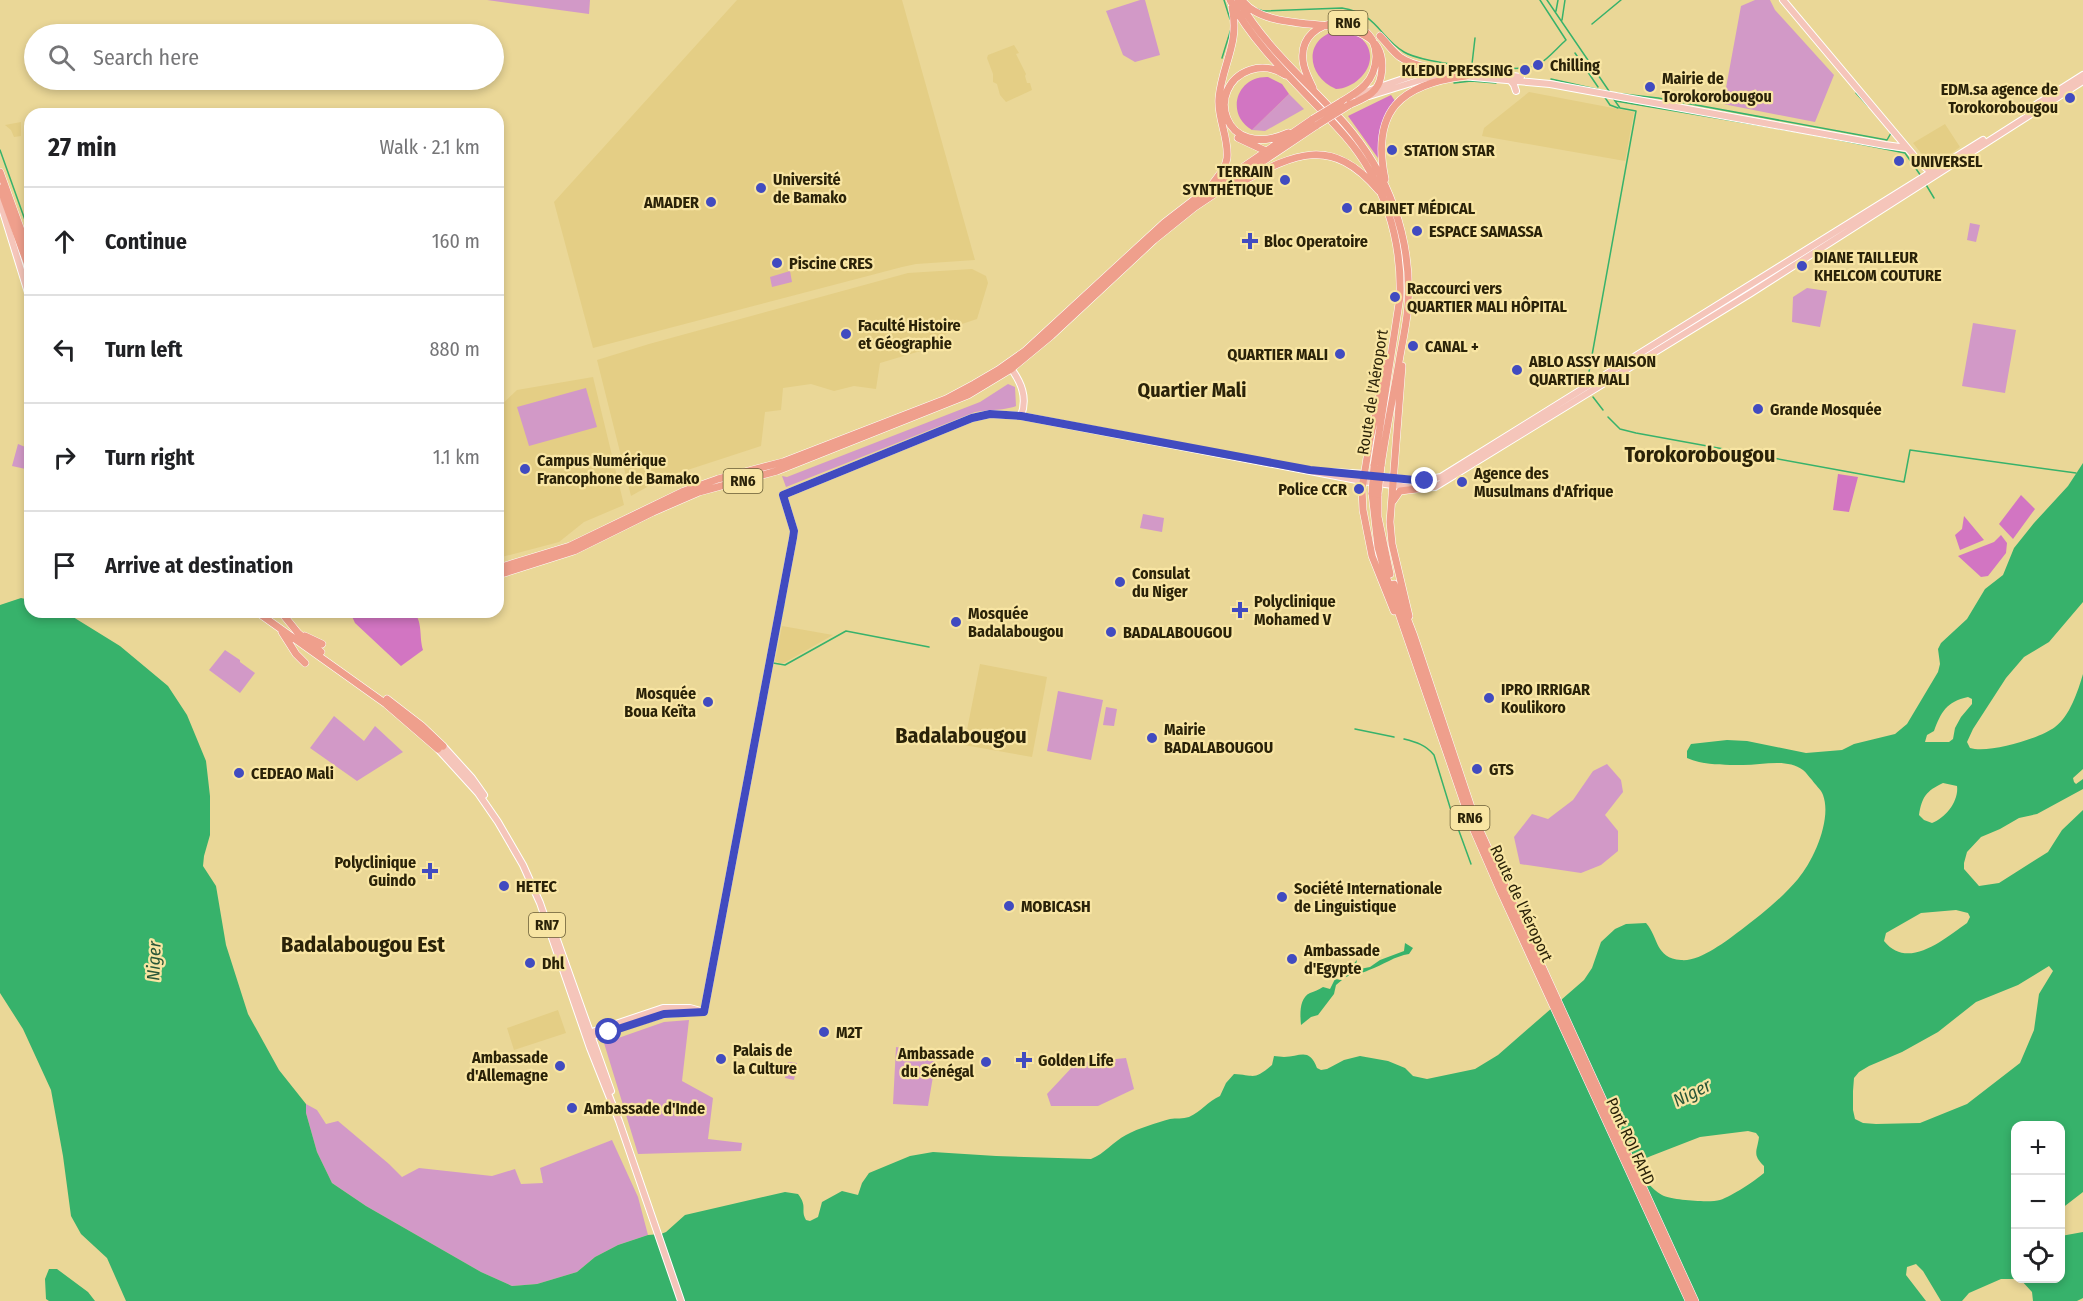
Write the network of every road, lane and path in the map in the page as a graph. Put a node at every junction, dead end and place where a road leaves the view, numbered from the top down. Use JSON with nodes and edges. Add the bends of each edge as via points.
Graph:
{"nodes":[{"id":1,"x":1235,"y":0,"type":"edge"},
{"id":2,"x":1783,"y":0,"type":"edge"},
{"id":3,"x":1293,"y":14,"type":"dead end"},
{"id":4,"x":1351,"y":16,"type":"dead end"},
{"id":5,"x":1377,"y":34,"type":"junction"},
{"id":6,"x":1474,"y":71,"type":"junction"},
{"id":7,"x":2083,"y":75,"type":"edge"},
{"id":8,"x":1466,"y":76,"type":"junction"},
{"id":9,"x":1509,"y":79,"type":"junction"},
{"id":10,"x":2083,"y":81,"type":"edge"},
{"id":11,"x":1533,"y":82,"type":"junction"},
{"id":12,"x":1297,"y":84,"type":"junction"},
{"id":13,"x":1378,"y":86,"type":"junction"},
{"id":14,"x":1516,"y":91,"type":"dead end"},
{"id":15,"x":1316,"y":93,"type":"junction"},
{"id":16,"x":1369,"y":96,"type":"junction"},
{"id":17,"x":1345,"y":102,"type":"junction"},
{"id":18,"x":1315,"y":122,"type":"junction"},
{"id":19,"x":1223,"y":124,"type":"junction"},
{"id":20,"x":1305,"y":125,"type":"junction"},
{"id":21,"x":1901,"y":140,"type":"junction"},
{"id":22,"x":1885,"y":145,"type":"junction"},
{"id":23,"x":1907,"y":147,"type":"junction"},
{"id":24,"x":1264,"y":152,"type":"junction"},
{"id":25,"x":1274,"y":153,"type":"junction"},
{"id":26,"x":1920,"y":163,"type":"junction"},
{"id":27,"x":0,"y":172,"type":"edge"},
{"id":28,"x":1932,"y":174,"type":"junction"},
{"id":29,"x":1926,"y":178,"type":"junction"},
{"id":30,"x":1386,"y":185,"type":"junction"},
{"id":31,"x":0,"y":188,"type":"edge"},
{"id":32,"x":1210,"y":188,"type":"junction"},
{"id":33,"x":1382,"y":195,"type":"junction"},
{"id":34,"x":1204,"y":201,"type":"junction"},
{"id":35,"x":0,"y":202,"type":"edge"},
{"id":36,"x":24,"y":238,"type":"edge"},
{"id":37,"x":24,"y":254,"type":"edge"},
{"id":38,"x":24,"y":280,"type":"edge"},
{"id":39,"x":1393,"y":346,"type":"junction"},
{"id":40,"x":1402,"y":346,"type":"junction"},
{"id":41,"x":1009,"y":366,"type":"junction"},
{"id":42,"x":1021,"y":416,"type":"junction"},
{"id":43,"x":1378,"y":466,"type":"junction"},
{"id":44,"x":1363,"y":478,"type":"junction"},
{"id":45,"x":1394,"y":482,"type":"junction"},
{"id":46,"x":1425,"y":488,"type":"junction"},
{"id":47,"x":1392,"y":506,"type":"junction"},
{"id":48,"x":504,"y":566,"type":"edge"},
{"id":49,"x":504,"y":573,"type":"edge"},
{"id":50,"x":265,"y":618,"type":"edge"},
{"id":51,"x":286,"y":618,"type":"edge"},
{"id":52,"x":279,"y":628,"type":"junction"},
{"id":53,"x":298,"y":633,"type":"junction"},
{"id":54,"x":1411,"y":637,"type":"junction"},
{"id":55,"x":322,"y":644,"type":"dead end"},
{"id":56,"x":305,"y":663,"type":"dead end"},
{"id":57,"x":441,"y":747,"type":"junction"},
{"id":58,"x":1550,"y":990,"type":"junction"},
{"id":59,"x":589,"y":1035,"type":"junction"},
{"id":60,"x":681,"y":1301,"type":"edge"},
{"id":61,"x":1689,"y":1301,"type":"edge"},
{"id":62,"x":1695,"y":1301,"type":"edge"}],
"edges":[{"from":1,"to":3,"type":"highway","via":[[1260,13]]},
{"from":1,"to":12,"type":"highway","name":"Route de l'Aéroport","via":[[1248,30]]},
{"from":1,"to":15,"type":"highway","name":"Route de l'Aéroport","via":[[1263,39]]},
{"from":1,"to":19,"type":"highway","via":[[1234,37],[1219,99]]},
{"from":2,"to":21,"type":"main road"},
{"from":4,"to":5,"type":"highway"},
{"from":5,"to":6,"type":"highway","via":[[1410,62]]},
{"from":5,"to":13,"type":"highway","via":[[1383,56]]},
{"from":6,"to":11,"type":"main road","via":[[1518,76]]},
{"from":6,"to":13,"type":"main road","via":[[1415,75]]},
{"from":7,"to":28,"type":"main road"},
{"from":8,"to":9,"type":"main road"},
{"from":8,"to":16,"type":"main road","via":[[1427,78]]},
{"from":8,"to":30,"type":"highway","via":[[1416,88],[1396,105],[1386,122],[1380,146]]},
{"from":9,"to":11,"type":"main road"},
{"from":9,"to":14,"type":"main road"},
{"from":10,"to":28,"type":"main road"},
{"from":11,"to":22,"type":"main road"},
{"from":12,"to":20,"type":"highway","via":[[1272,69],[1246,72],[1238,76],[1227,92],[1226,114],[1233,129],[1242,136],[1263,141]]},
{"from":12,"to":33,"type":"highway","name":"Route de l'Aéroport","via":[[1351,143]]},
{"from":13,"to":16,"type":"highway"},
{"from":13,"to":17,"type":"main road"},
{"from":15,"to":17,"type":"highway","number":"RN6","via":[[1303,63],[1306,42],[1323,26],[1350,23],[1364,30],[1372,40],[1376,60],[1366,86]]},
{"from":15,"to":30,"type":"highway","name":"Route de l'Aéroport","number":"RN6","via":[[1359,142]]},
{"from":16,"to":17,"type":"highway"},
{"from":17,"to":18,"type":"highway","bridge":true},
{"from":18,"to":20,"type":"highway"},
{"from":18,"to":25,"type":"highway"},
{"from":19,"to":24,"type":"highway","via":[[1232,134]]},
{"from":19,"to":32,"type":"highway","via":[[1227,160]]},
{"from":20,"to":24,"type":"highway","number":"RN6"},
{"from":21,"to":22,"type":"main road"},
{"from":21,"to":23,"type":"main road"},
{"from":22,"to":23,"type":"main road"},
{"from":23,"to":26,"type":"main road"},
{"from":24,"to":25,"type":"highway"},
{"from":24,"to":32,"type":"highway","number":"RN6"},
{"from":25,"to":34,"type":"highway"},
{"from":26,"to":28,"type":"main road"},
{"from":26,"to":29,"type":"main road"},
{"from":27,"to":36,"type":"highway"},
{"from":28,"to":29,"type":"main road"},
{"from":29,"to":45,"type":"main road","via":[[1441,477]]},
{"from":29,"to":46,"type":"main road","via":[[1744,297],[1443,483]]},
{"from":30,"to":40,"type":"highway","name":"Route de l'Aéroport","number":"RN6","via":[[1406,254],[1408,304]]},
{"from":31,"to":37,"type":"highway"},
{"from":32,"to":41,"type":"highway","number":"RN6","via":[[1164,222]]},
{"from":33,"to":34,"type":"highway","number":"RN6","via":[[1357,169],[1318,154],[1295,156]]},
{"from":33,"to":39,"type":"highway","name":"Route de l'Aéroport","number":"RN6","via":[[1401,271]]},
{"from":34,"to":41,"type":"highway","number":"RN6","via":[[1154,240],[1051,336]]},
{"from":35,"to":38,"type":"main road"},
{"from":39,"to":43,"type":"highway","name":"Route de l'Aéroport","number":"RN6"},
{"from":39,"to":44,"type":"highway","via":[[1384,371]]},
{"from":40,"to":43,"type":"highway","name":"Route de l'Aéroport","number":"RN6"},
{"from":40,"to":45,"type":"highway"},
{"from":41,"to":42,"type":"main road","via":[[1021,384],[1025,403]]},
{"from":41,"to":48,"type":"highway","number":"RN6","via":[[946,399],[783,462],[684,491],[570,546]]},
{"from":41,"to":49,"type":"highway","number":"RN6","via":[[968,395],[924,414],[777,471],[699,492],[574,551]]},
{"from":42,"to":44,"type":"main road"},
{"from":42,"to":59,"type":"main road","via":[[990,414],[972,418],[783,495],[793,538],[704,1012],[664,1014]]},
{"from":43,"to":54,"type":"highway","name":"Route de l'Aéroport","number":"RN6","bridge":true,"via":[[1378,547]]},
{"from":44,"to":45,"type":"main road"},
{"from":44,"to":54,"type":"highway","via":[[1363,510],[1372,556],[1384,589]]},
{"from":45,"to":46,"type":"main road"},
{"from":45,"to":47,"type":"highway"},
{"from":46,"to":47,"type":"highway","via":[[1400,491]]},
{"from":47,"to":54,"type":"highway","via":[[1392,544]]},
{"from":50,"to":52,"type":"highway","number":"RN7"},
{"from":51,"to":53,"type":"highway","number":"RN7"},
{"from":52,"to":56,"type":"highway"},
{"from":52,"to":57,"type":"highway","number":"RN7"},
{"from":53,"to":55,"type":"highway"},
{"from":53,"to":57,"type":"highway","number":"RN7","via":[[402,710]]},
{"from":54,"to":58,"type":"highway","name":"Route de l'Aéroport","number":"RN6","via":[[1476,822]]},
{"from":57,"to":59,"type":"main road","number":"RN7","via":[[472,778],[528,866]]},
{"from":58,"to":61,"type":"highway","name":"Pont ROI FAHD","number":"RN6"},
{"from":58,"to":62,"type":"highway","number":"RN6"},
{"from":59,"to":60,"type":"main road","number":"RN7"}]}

○ ○ ○ ○ ○

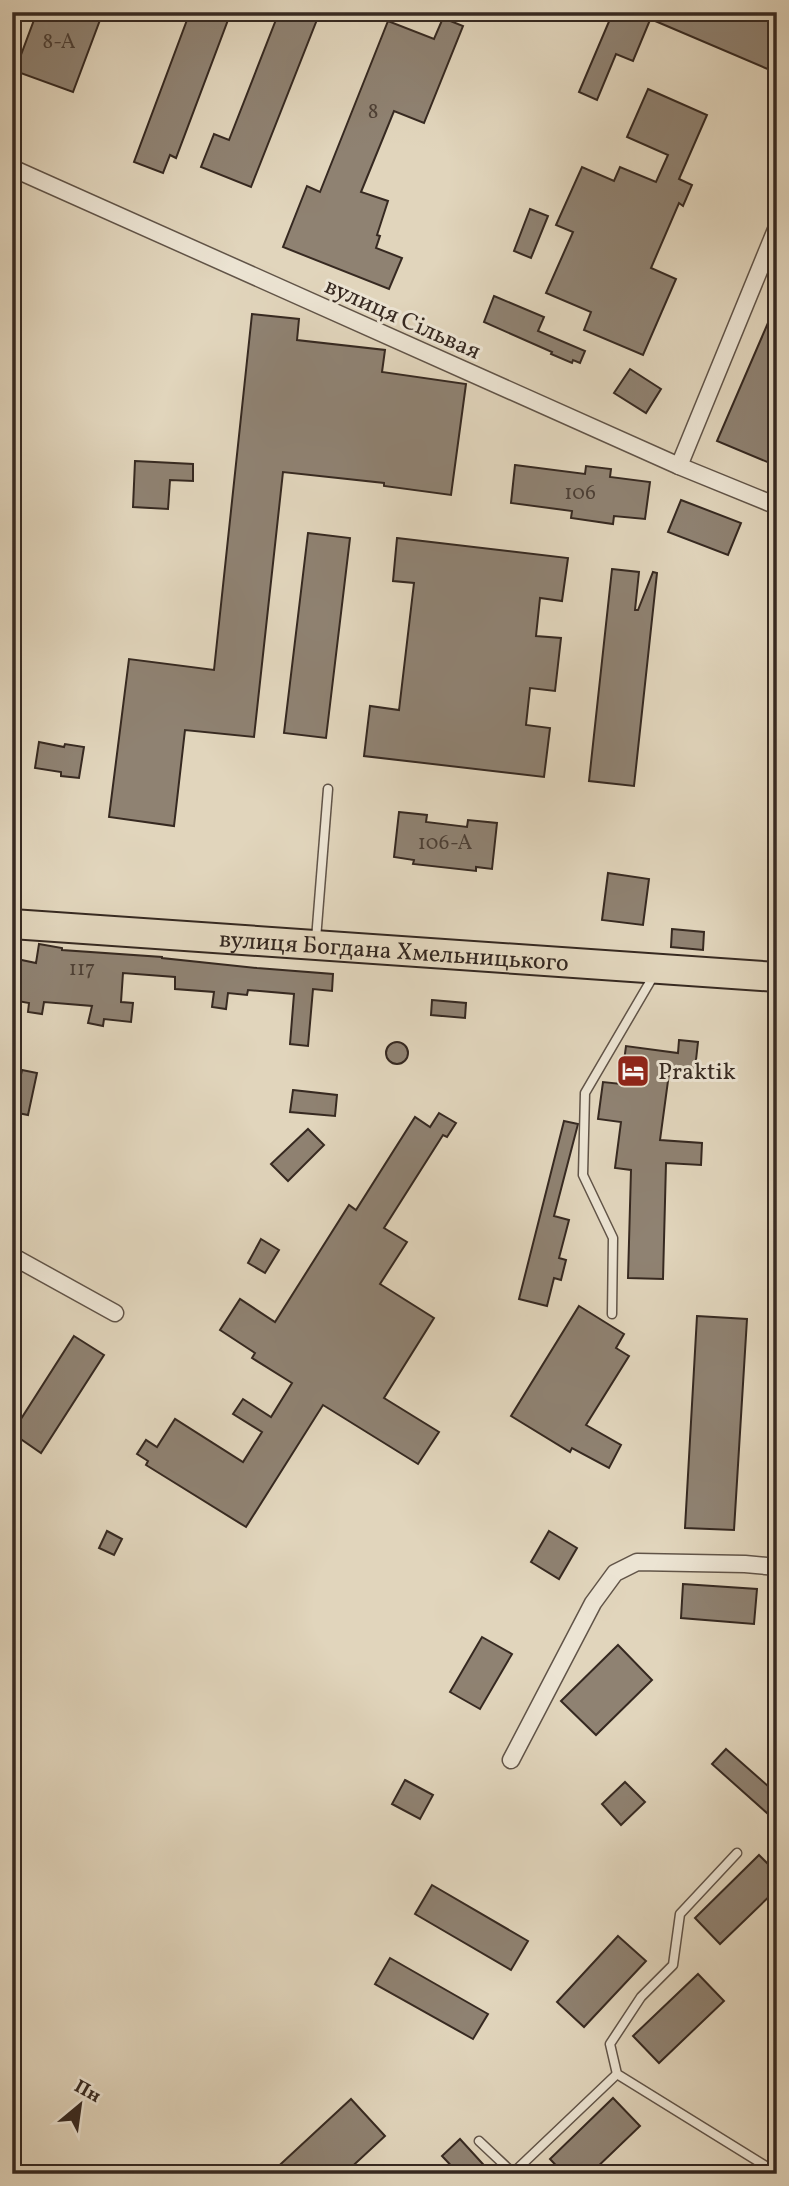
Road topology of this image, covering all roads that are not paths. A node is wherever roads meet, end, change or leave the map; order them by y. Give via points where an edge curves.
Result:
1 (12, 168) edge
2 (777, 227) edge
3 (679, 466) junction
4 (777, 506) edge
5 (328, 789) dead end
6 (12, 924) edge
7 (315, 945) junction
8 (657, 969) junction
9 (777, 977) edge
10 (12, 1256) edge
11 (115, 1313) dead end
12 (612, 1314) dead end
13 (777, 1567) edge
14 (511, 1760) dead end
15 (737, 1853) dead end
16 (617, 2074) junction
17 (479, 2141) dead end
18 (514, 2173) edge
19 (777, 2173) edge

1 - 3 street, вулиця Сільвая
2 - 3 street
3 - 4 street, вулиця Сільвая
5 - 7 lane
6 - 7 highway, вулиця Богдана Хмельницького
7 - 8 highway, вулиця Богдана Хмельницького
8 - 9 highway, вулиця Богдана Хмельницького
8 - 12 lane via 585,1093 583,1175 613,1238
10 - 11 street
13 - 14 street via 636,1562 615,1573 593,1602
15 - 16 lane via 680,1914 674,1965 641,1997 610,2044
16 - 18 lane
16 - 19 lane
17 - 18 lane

○ ○ ○ ○ ○

▸ YOUR ASSIGNMENT:
Lines containing the string "points": report how many there are in the material above, and nothing more.

▸ RESULT OF THE EXERCISE:
2